L'Empereur des Grands Liang regarda Chen Chao et dit calmement : « Pour en faire un avertissement pour le monde. »
Chen Chao fronça les sourcils, demandant, perplexe : — Votre Majesté, ne vous souciez-vous pas de la façon dont l'histoire vous jugera ?
Que son propre fils ait conspiré avec les terres étrangères et ait ensuite été condamné à mort. Bien que la raison soit justifiée, il y a eu peu d'empereurs dans l'histoire qui aient tué leurs propres fils.
« De combien Notre réputation pourrait-elle être meilleure ? »
L'Empereur des Grands Liang secoua la tête. « Une remarque de plus n'y changera rien.
« Tant que Nous sommes en vie, Nous finirons ce qui doit être fait. Ce qui vient après la mort ne Nous concerne pas. »
L'Empereur des Grands Liang sortit du pavillon, tapa l'épaule de Chen Chao, et sourit : « La nuit dernière, Nous n'avions vraiment pas prévu que tu le tuerais d'un seul coup. Presumément, ce n'était pas seulement Nous, personne n'aurait pu l'anticiper. »
Chen Chao répondit : — Depuis que nous sommes très jeunes, il voulait me tuer. Je suis né fils de concubine, alors je n'ai jamais pu vraiment rivaliser avec lui. Je n'ai jamais compris pourquoi il était comme ça.
« Les livres d'histoire sont pleins d'histoires similaires. Ce n'est rien d'inhabituel. »
L'Empereur des Grands Liang dit : « Mais tu te souviens de choses depuis si jeune ? »

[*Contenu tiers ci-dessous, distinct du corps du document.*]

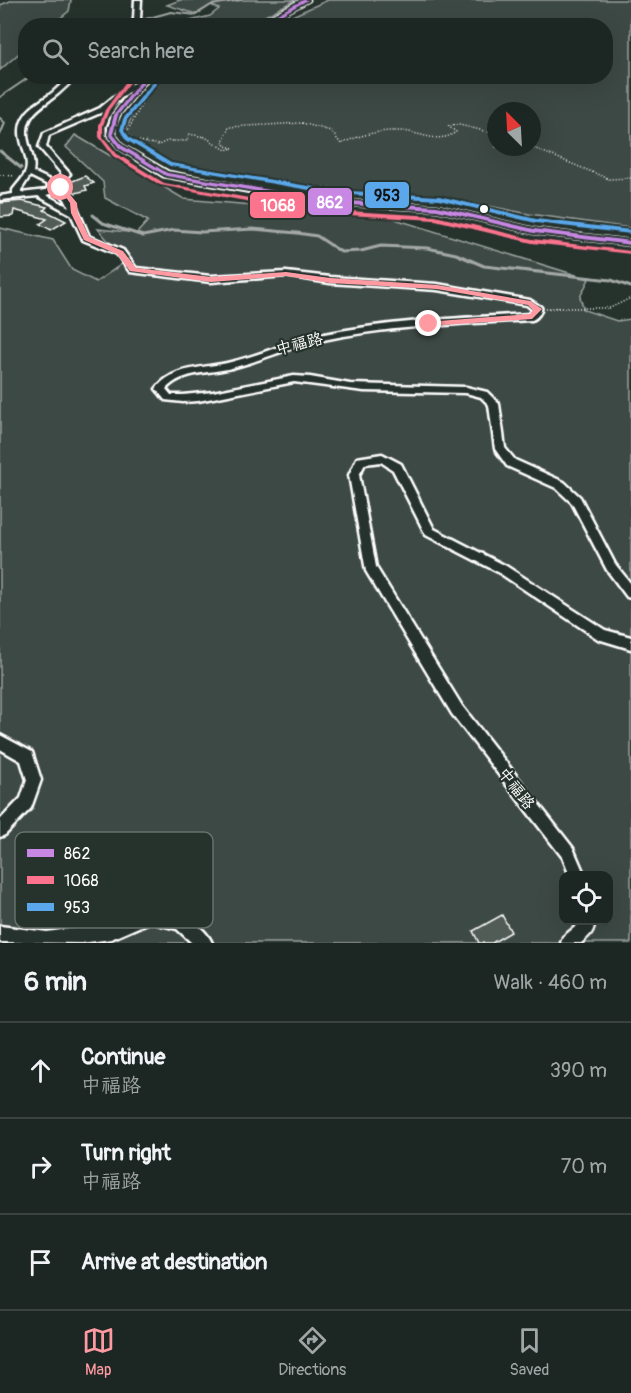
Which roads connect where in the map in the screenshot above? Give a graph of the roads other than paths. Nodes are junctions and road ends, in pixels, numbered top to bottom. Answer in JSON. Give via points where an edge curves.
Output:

Chen Chao réfléchit un moment et dit : — Je ne m'en souvenais pas à l'origine. Plus tard, je suis allé quelque part et j'ai vu un cercueil...
Avant que Chen Chao ne puisse finir, l'Empereur des Grands Liang secoua la tête, indiquant qu'il n'avait pas besoin de continuer. « Chacun devrait avoir ses propres secrets. Il n'y a pas besoin de tout partager. »
« Je suis tombé sur un morceau de papier. J'espérais que mon oncle pourrait y jeter un coup d'œil pour moi. »
Pour une raison quelconque, Chen Chao souleva la question.
L'Empereur des Grands Liang le regarda.
Chen Chao sortit la feuille de papier.
L'Empereur des Grands Liang dit : « Il semble que ce morceau de papier soit très important pour toi. »
« Bien des fois, je serais déjà mort sans lui. »
Chen Chao dit sérieusement.
L'Empereur des Grands Liang dit : « C'est aussi important que ton sabre, alors ne le laisse jamais quitter ton côté. »
Tout en parlant, l'Empereur des Grands Liang fit un signe, et Li Heng apporta Nuage Boue.
L'Empereur des Grands Liang le prit, le fixa personnellement à la taille de Chen Chao, puis dit avec satisfaction : « Nous l'avons dit avant, où que tu ailles sous les cieux, tu pourras toujours porter ton sabre. Ce sera toujours ainsi. »
Chen Chao tenait ce morceau de papier, regardant le sabre à sa taille, et resta silencieux longuement.
L'Empereur des Grands Liang le regarda avec une certaine affection.
« Nous voulons que tu prennes le poste de Seigneur Commandant des Prévôts. À partir de maintenant. »
Juste au moment où Chen Chao était perdu dans ses pensées, les mots de l'Empereur des Grands Liang interrompirent ses réflexions.